Sydney, June 23, 2026, 05:07 (AEST)
- Lynas ended the day at A$18.62, gaining 2.42%. The S&P/ASX 200 dropped 0.14%.
- China has blocked dual-use exports to MP Materials and USA Rare Earth, both U.S. companies.
- Lynas’s planned nameplate capacity for dysprosium and terbium is about nine times bigger than what it produced annualised in the March quarter.
Lynas Rare Earths (ASX:LYC) gained 2.42% to A$18.62 on Monday, outpacing the broader Australian market, which slipped 0.14%. Investors looked at China’s new restrictions against U.S. rare-earth competitors and saw signs of worsening heavy-element shortages in Japan.
The policy step wasn’t aimed at Lynas, but it did back up the value of the Australia’s link to Malaysia in Lynas’s supply chain. Japan has locked up offtake for half of Lynas’s heavy rare-earth oxides and could take up to 75% of total output. That’s a stronger place for Japan, with Chinese customs data now showing zero dysprosium or terbium oxide sent to Japan since November.
China put MP Materials (NYSE:MP), USA Rare Earth (NASDAQ:USAR), and eight more U.S. firms on its export-control list, blocking Chinese dual-use products—items used for both civilian and military purposes. “Those companies are not going to do business in China, so the impact will be quite symbolic,” said George Chen, partner for Greater China at the Asia Group. Reuters
Lynas relies mostly on Japan as its main channel. China’s rare-earth magnet exports dropped 35% in May from April, and shipments of key heavy elements to Japan stayed low. Dysprosium and terbium, used in advanced magnets and alloys, are critical. Even small supply volumes can support big production operations.
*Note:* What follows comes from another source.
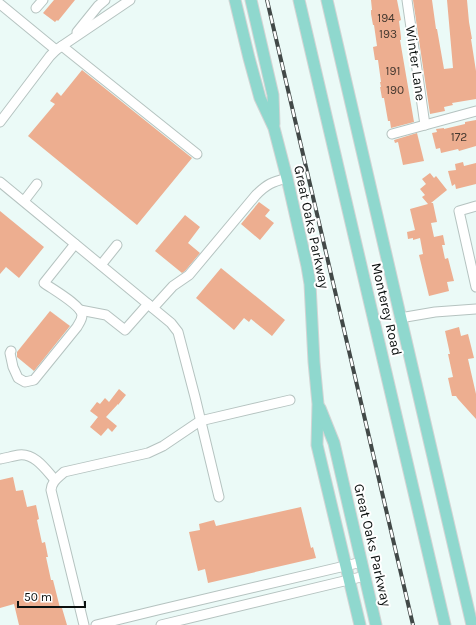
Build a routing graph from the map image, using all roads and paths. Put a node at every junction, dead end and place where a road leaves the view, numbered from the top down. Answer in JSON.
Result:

Lynas is still working with low commercial volumes. In the March quarter, it produced 8 tonnes of combined dysprosium and terbium, plus 1,996 tonnes of NdPr — neodymium-praseodymium, used in magnets. Gross sales revenue came in at A$265 million. Lynas said its average NdPr selling price was up 25% from the last quarter as it struck more deals outside published market benchmarks. But the average price across the whole product range stayed at A$84.60 per kilogram.
Scaling up is where the math gets tricky. If you annualize the most recent 8-tonne quarter, it comes to around 32 tonnes. That’s well short of Lynas’s Malaysia target—250 tonnes of dysprosium and 50 tonnes of terbium a year. The latest run rate is about a ninth of that. Nameplate capacity just refers to what the equipment is set up to handle, not actual output. It depends on approvals and having enough feedstock to run.
Lynas CEO Amanda Lacaze said when announcing the expansion: “Market demand for Heavy Rare Earths is high and Lynas can be selective in where, and at what price, we sell Heavy Rare Earth oxides.” The company added that fresh heavy rare-earth offtake deals will come with price floors, which will help cut its exposure to swings in Chinese benchmarks.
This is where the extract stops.